Ganim, in an exploratory stage for governor, challenged the declaratory decision by the SEEC stemming from his conviction on federal corruption charges in 2003. The state legislature passed an amendment to the state public financing program in 2013–following campaign finance charges against former State Senator Ernie Newton–that bans convicted public officials from access to public campaign cash.
Under the program, gubernatorial candidates must raise $250,000 in donations of $100 and less to trigger a public campaign grant of roughly $1.4 million for a primary and $6.5 million for a general election. Ganim may still run for statewide office, but he now must raise money outside of the program the old-fashioned way through big-dollar donations with a maximum personal contribution of $3,500 if he forms a full-blown candidacy for governor. As an exploratory candidate he’s limited to a personal maximum contribution of $375.

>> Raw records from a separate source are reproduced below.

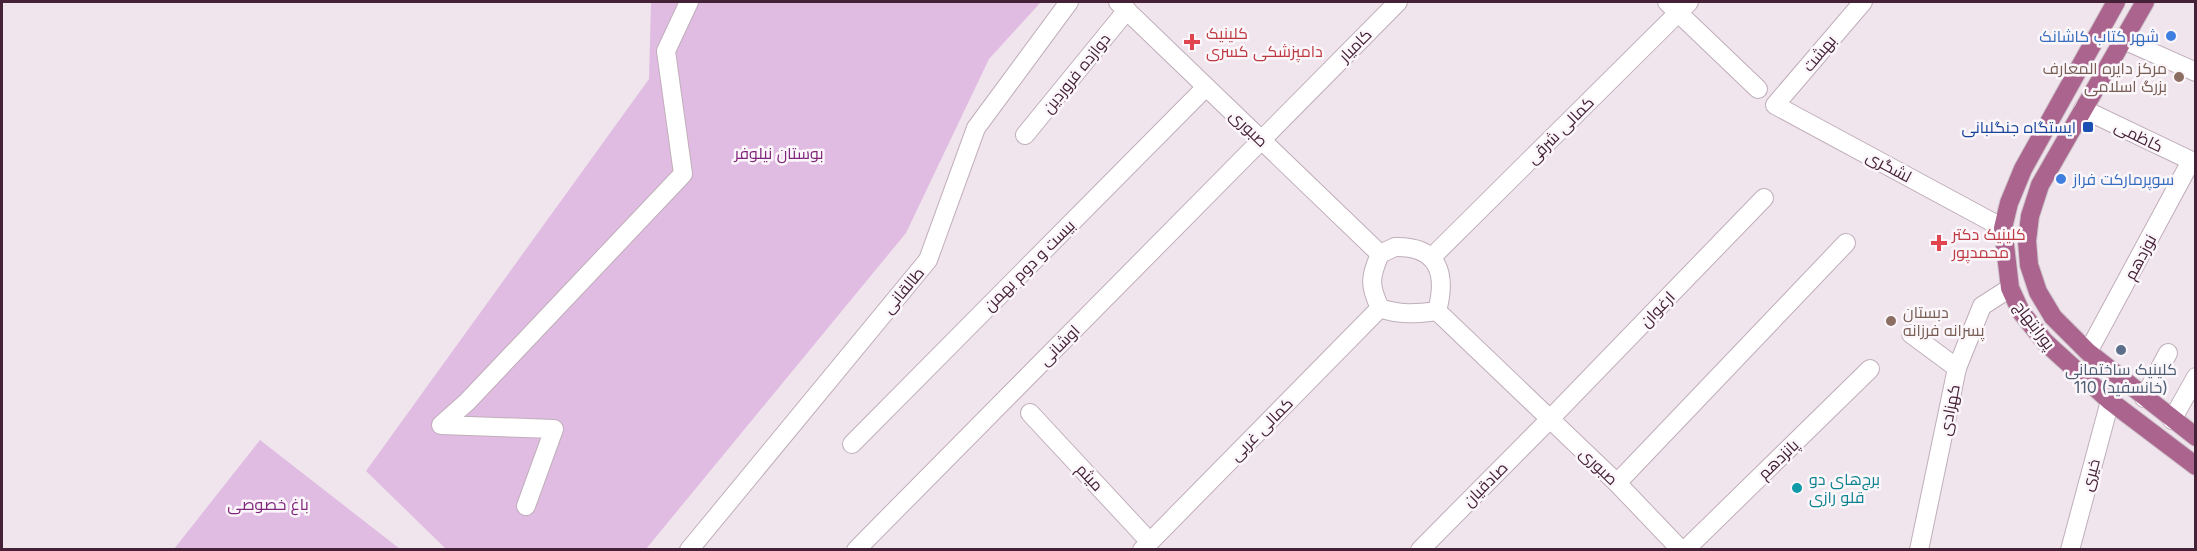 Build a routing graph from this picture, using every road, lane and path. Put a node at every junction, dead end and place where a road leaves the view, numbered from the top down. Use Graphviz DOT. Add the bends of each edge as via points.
graph roads {
  1 [pos="690,2"];
  2 [pos="1069,2"];
  3 [pos="1398,2"];
  4 [pos="1863,2"];
  5 [pos="2116,2"];
  6 [pos="2145,2"];
  7 [pos="1678,5"];
  8 [pos="1123,6"];
  9 [pos="2101,29"];
  10 [pos="2124,40"];
  11 [pos="2196,72"];
  12 [pos="1206,87"];
  13 [pos="1758,89"];
  14 [pos="1775,105"];
  15 [pos="2083,109"];
  16 [pos="1025,135"];
  17 [pos="1261,140"];
  18 [pos="2194,162"];
  19 [pos="1764,198"];
  20 [pos="2003,228"];
  21 [pos="1846,243"];
  22 [pos="1380,254"];
  23 [pos="1431,258"];
  24 [pos="2010,288"];
  25 [pos="1380,308"];
  26 [pos="1437,310"];
  27 [pos="1911,334"];
  28 [pos="2088,352"];
  29 [pos="2168,353"];
  30 [pos="1957,368"];
  31 [pos="1870,369"];
  32 [pos="2196,377"];
  33 [pos="2144,398"];
  34 [pos="2110,402"];
  35 [pos="1030,413"];
  36 [pos="1551,419"];
  37 [pos="2172,420"];
  38 [pos="2196,437"];
  39 [pos="852,444"];
  40 [pos="2196,466"];
  41 [pos="1617,483"];
  42 [pos="526,506"];
  43 [pos="1146,545"];
  44 [pos="1924,547"];
  45 [pos="688,549"];
  46 [pos="856,549"];
  47 [pos="1420,549"];
  48 [pos="1683,549"];
  49 [pos="2070,549"];
  1 -- 42 [label="street" via="666,51 683,174 441,425 554,429"];
  2 -- 45 [label="street, طالقانی" via="976,128 928,260"];
  3 -- 17 [label="street, کامیار"];
  4 -- 14 [label="street, بهشت"];
  5 -- 9 [label="main road, پورابتهاج"];
  6 -- 10 [label="main road, پورابتهاج"];
  7 -- 13 [label="street"];
  7 -- 23 [label="street, کمالی شرقی"];
  8 -- 12 [label="street, صبوری"];
  8 -- 16 [label="street, دوازده فروردین"];
  9 -- 10 [label="main road"];
  9 -- 20 [label="main road, پورابتهاج" via="2023,170"];
  10 -- 11 [label="street"];
  10 -- 15 [label="main road, پورابتهاج"];
  12 -- 17 [label="street, صبوری"];
  12 -- 39 [label="street, بیست و دوم بهمن"];
  14 -- 20 [label="street, لشگری"];
  15 -- 18 [label="street, کاظمی"];
  15 -- 28 [label="main road, پورابتهاج" via="2040,185 2027,241 2029,265 2038,292 2054,316"];
  17 -- 22 [label="street, صبوری"];
  17 -- 46 [label="street, اوشانی"];
  18 -- 28 [label="street, نوزدهم"];
  19 -- 36 [label="street, ارغوان"];
  20 -- 24 [label="main road, پورابتهاج"];
  21 -- 41 [label="street"];
  22 -- 23 [label="street" via="1395,247 1408,247"];
  22 -- 25 [label="street" via="1371,278"];
  23 -- 26 [label="street" via="1442,279"];
  24 -- 30 [label="street, کهزادی" via="1982,306"];
  24 -- 34 [label="main road, پورابتهاج" via="2021,312 2044,342"];
  25 -- 26 [label="street" via="1401,314"];
  25 -- 43 [label="street, کمالی غربی"];
  26 -- 36 [label="street, صبوری"];
  27 -- 30 [label="street"];
  28 -- 33 [label="main road, پورابتهاج"];
  29 -- 33 [label="street"];
  30 -- 44 [label="street, کهزادی"];
  31 -- 48 [label="street, پانزدهم"];
  32 -- 37 [label="street"];
  33 -- 37 [label="main road, پورابتهاج"];
  34 -- 40 [label="main road, پورابتهاج"];
  34 -- 49 [label="street, خیری"];
  35 -- 43 [label="street, میثم"];
  36 -- 41 [label="street, صبوری"];
  36 -- 47 [label="street, صادقیان"];
  37 -- 38 [label="main road, پورابتهاج"];
  41 -- 48 [label="street, صبوری"];
}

The Democratic field for governor is wide open with no high-profile names in the race. Ganim has the ability to raise a serviceable amount of campaign cash in a primary, but even if his long-shot candidacy managed to take flight to a primary win, his campaign cash would be zeroed out with the Republican opponent sitting with a cool $6.5 million for the general election. He no doubt would be outspent heavily. Not a narrative to build political support.

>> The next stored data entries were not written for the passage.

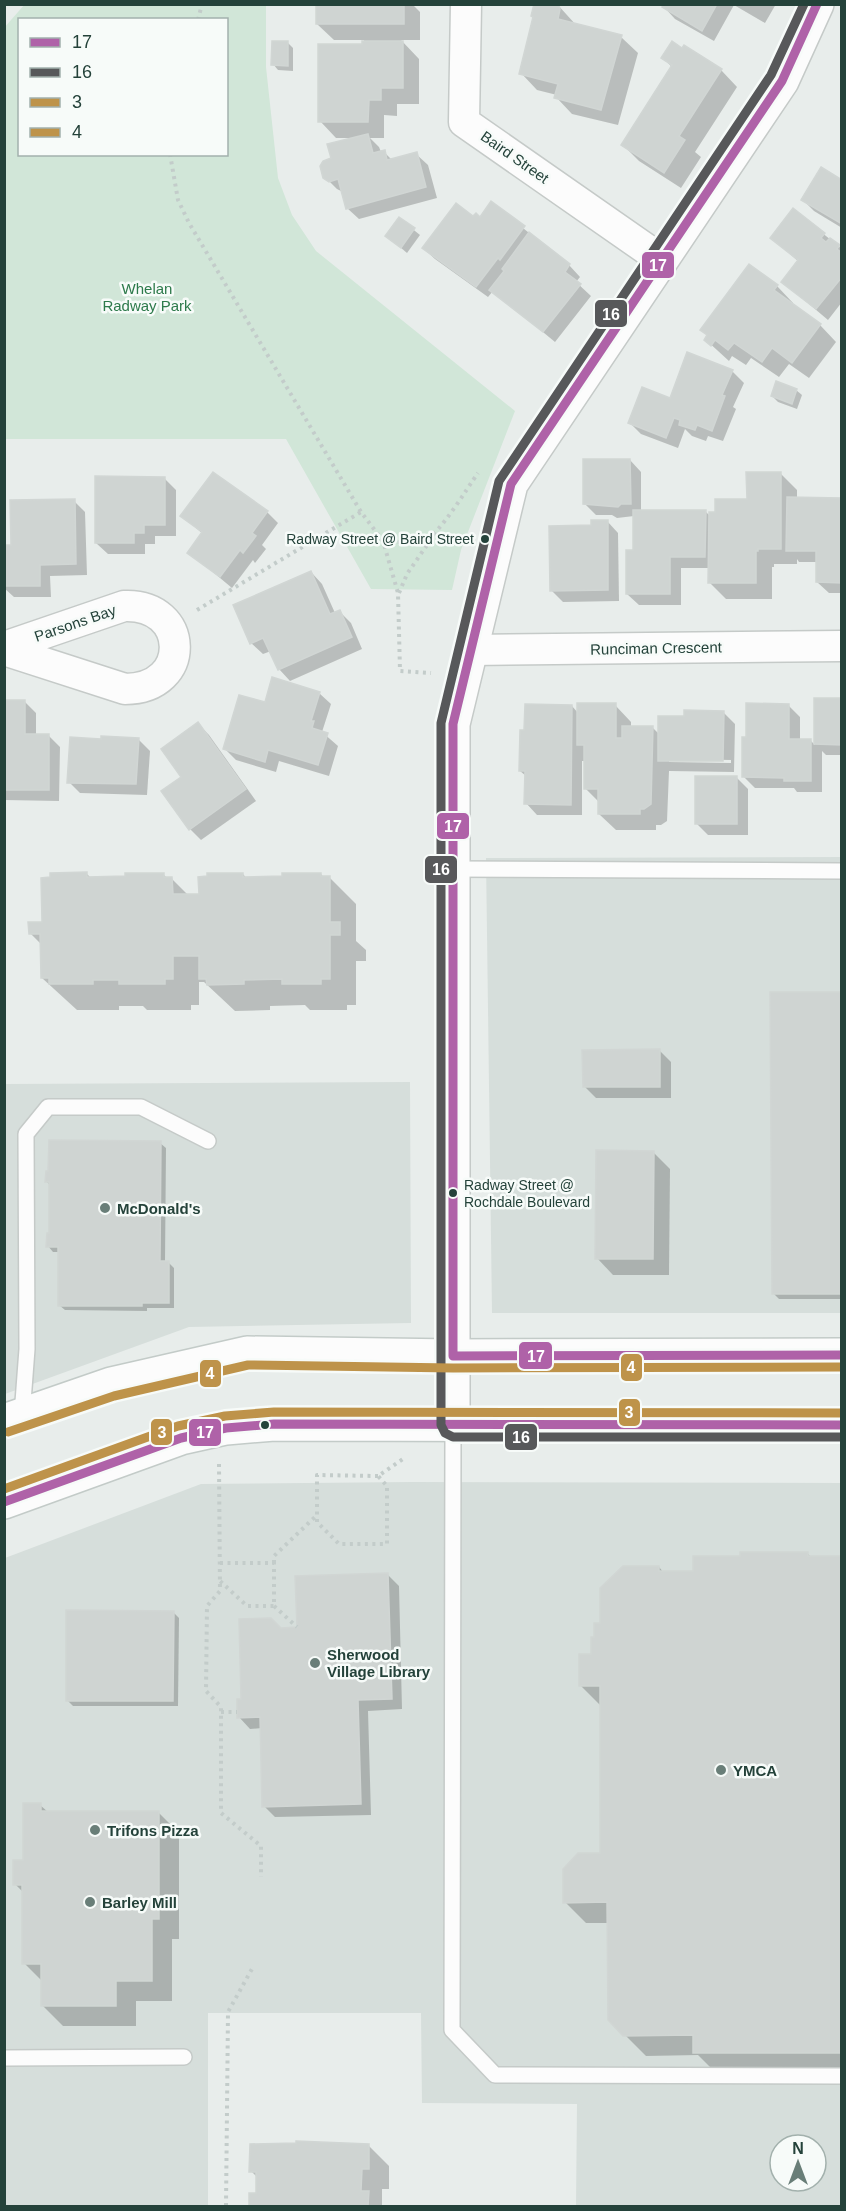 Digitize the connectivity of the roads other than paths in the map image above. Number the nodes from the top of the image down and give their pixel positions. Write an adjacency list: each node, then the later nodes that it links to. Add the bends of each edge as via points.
1 (466, 4): 3 (street, Baird Street, via 464,122)
2 (818, 4): 3 (main road, via 782,81)
3 (662, 260): 6 (main road, via 511,484)
4 (842, 646): 6 (street, Runciman Crescent)
5 (4, 649): 5 (street, Parsons Bay, via 125,689 140,689 165,675 175,647 164,620 139,605 124,606)
6 (468, 662): 7 (main road, via 453,724)
7 (452, 869): 8 (lane); 11 (main road)
8 (842, 871)
9 (208, 1141): 12 (lane, via 141,1107 48,1107 26,1134 27,1349)
10 (842, 1355): 11 (main road)
11 (453, 1356): 12 (main road, via 247,1353 111,1384); 13 (main road)
12 (13, 1418)
13 (453, 1425): 14 (main road); 15 (main road, via 274,1424 218,1430 181,1438); 18 (lane, via 452,2030 495,2075)
14 (842, 1425)
15 (4, 1502)
16 (184, 2056): 17 (lane)
17 (4, 2058)
18 (842, 2076)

The Hartford Courant’s Ed Mahony files this report:
A federal judge Wednesday ruled against Bridgeport Mayor Joseph P. Ganim in the mayor’s effort to overturn a state law that bars anyone guilty of a public corruption felony from getting public campaign financing.
Ganim, who served nearly seven years in prison on federal corruption charges, filed a lawsuit challenging a decision by the state Elections Enforcement Commission to deny his request for public funding for his Democratic candidacy for governor. Ganim claimed the ban violated his free speech right by putting him at a disadvantage to other candidates who would have a financing advantage of millions of dollars.
The commission ruled against Ganim in April, and Ganim said at the time he was contemplating legal action. This is only the latest chapter in an extraordinary political career that has included electoral success, bitter humiliation and incarceration, and a remarkable return to political prominence.